Pourquoi les sondeurs n’ont-ils pas vu venir l’élimination de Lionel Jospin le 21 avril 2002 ? 

Effectivement, que ce soit durant l’année précédant le scrutin ou durant la dernière ligne droite, aucune enquête publiée ou confidentielle n’a livré l’ordre d’arrivée du soir du premier tour. Pour ma part, je souhaiterais distinguer le rôle du sondeur responsable de la production des chiffres et celui du sondeur qui interprète dans les médias ces livraisons. Certains d’entres eux ont prêté leur « expertise » aux journaux, aux télévisions ou aux radios en assurant le public que le second tour se jouerait entre Chirac et Jospin. La lecture de la presse est à cet égard édifiante. Mon interprétation des sondages – je tiens ici à leur rendre hommage – m’a permis de clairement nommer le risque lors de réunions de direction de campagne de Lionel Jospin les 14 et 15 avril. Mon analyse a porté sur les marges d’erreur entre le score le plus bas de Jospin et le score le plus haut de Le Pen. Il m’est alors apparu que leurs courbes pouvaient se croiser. Je regretterai toujours que les médias et les politiques n’aient pas fait écho à mes propres interventions ! 

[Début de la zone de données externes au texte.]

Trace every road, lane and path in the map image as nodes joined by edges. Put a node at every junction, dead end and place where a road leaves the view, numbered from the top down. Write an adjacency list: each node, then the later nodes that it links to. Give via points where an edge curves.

Quels éléments doit-on prendre en compte pour bien interpréter un sondage ?

Vaste question ! Un sondage effectué dans les règles de l’art mérite qu’on lui consacre plusieurs lectures. La seconde étape est l’analyse scrupuleuse des variables sociologiques et politiques et, quand il s’agit de baromètre, la constitution de tableaux de bord où l’on consigne besogneusement les variables que l’on juge essentielles à la compréhension de l’enquête. 

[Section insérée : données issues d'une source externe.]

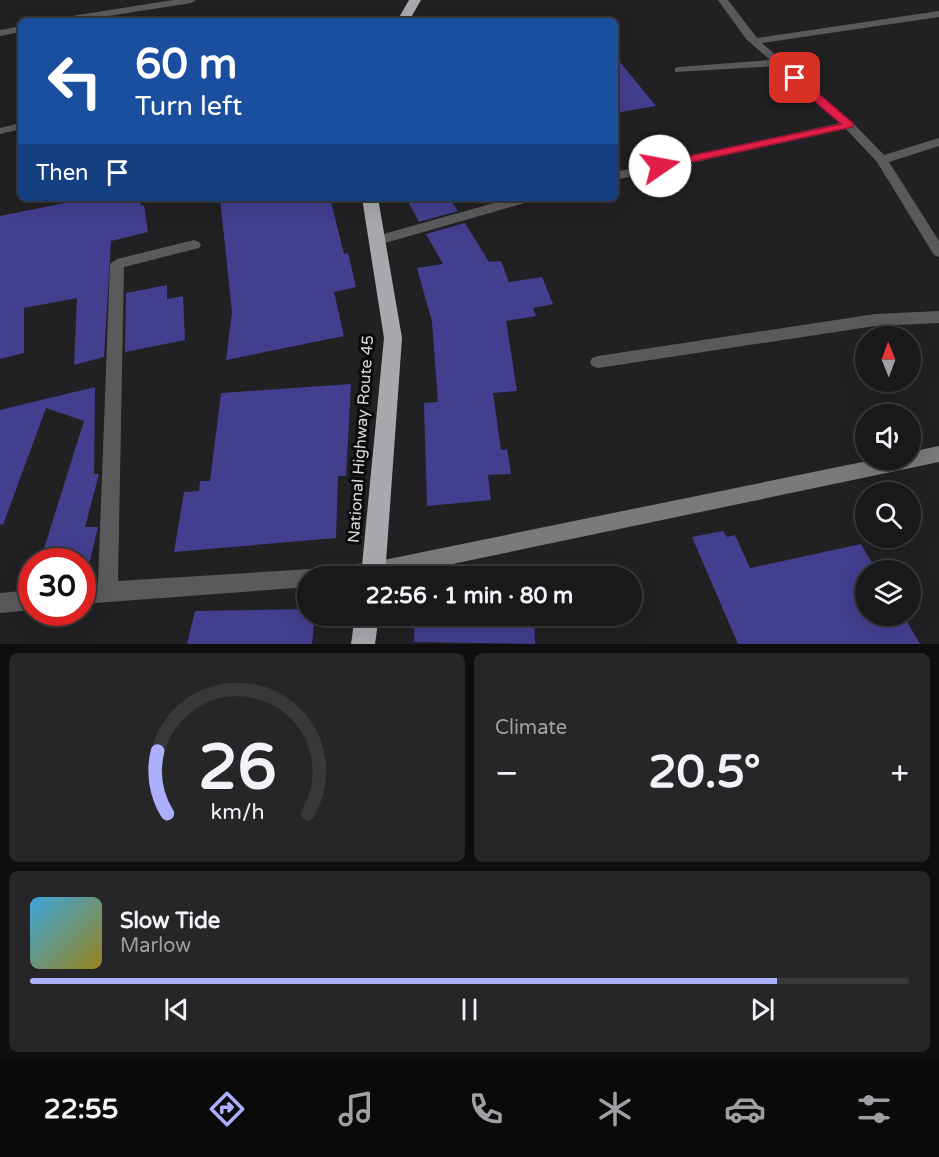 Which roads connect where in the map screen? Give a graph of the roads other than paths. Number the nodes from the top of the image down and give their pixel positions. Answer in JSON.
{"nodes":[{"id":1,"x":190,"y":0,"type":"edge"},
{"id":2,"x":415,"y":0,"type":"edge"},
{"id":3,"x":723,"y":0,"type":"edge"},
{"id":4,"x":939,"y":14,"type":"edge"},
{"id":5,"x":78,"y":18,"type":"edge"},
{"id":6,"x":405,"y":18,"type":"edge"},
{"id":7,"x":18,"y":29,"type":"edge"},
{"id":8,"x":0,"y":33,"type":"edge"},
{"id":9,"x":754,"y":41,"type":"junction"},
{"id":10,"x":777,"y":63,"type":"junction"},
{"id":11,"x":679,"y":70,"type":"dead end"},
{"id":12,"x":849,"y":125,"type":"junction"},
{"id":13,"x":18,"y":127,"type":"edge"},
{"id":14,"x":0,"y":131,"type":"edge"},
{"id":15,"x":939,"y":142,"type":"edge"},
{"id":16,"x":882,"y":160,"type":"junction"},
{"id":17,"x":618,"y":175,"type":"edge"},
{"id":18,"x":371,"y":201,"type":"edge"},
{"id":19,"x":516,"y":201,"type":"edge"},
{"id":20,"x":378,"y":240,"type":"junction"},
{"id":21,"x":194,"y":245,"type":"dead end"},
{"id":22,"x":939,"y":252,"type":"edge"},
{"id":23,"x":939,"y":317,"type":"edge"},
{"id":24,"x":598,"y":362,"type":"dead end"},
{"id":25,"x":939,"y":454,"type":"edge"},
{"id":26,"x":374,"y":566,"type":"edge"},
{"id":27,"x":411,"y":566,"type":"edge"},
{"id":28,"x":297,"y":578,"type":"edge"},
{"id":29,"x":108,"y":591,"type":"junction"},
{"id":30,"x":96,"y":592,"type":"edge"},
{"id":31,"x":18,"y":601,"type":"edge"},
{"id":32,"x":0,"y":603,"type":"edge"},
{"id":33,"x":366,"y":626,"type":"edge"},
{"id":34,"x":363,"y":644,"type":"edge"}],
"edges":[{"from":1,"to":5,"type":"street"},
{"from":2,"to":6,"type":"highway"},
{"from":3,"to":9,"type":"street"},
{"from":4,"to":9,"type":"street"},
{"from":7,"to":8,"type":"street"},
{"from":9,"to":10,"type":"street"},
{"from":10,"to":11,"type":"street"},
{"from":10,"to":12,"type":"street"},
{"from":12,"to":16,"type":"street"},
{"from":12,"to":17,"type":"street"},
{"from":13,"to":14,"type":"street"},
{"from":15,"to":16,"type":"street"},
{"from":16,"to":22,"type":"street"},
{"from":18,"to":20,"type":"highway","name":"National Highway Route 45"},
{"from":19,"to":20,"type":"street"},
{"from":20,"to":26,"type":"highway","name":"National Highway Route 45"},
{"from":21,"to":29,"type":"street"},
{"from":23,"to":24,"type":"street"},
{"from":25,"to":27,"type":"street"},
{"from":28,"to":29,"type":"street"},
{"from":29,"to":30,"type":"street"},
{"from":31,"to":32,"type":"street"},
{"from":33,"to":34,"type":"highway"}]}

S’il est préférable de comparer les sondages d’un même institut, il peut aussi être bénéfique de mettre en parallèle les tendances suggérées par les concurrents. Enfin, il est impératif d’être attentif aux dates de réalisation. Ne lit-on pas trop souvent des commentaires prétendant expliquer un événement à partir d’enquêtes réalisées postérieurement ?  

Propos recueillis par M.P.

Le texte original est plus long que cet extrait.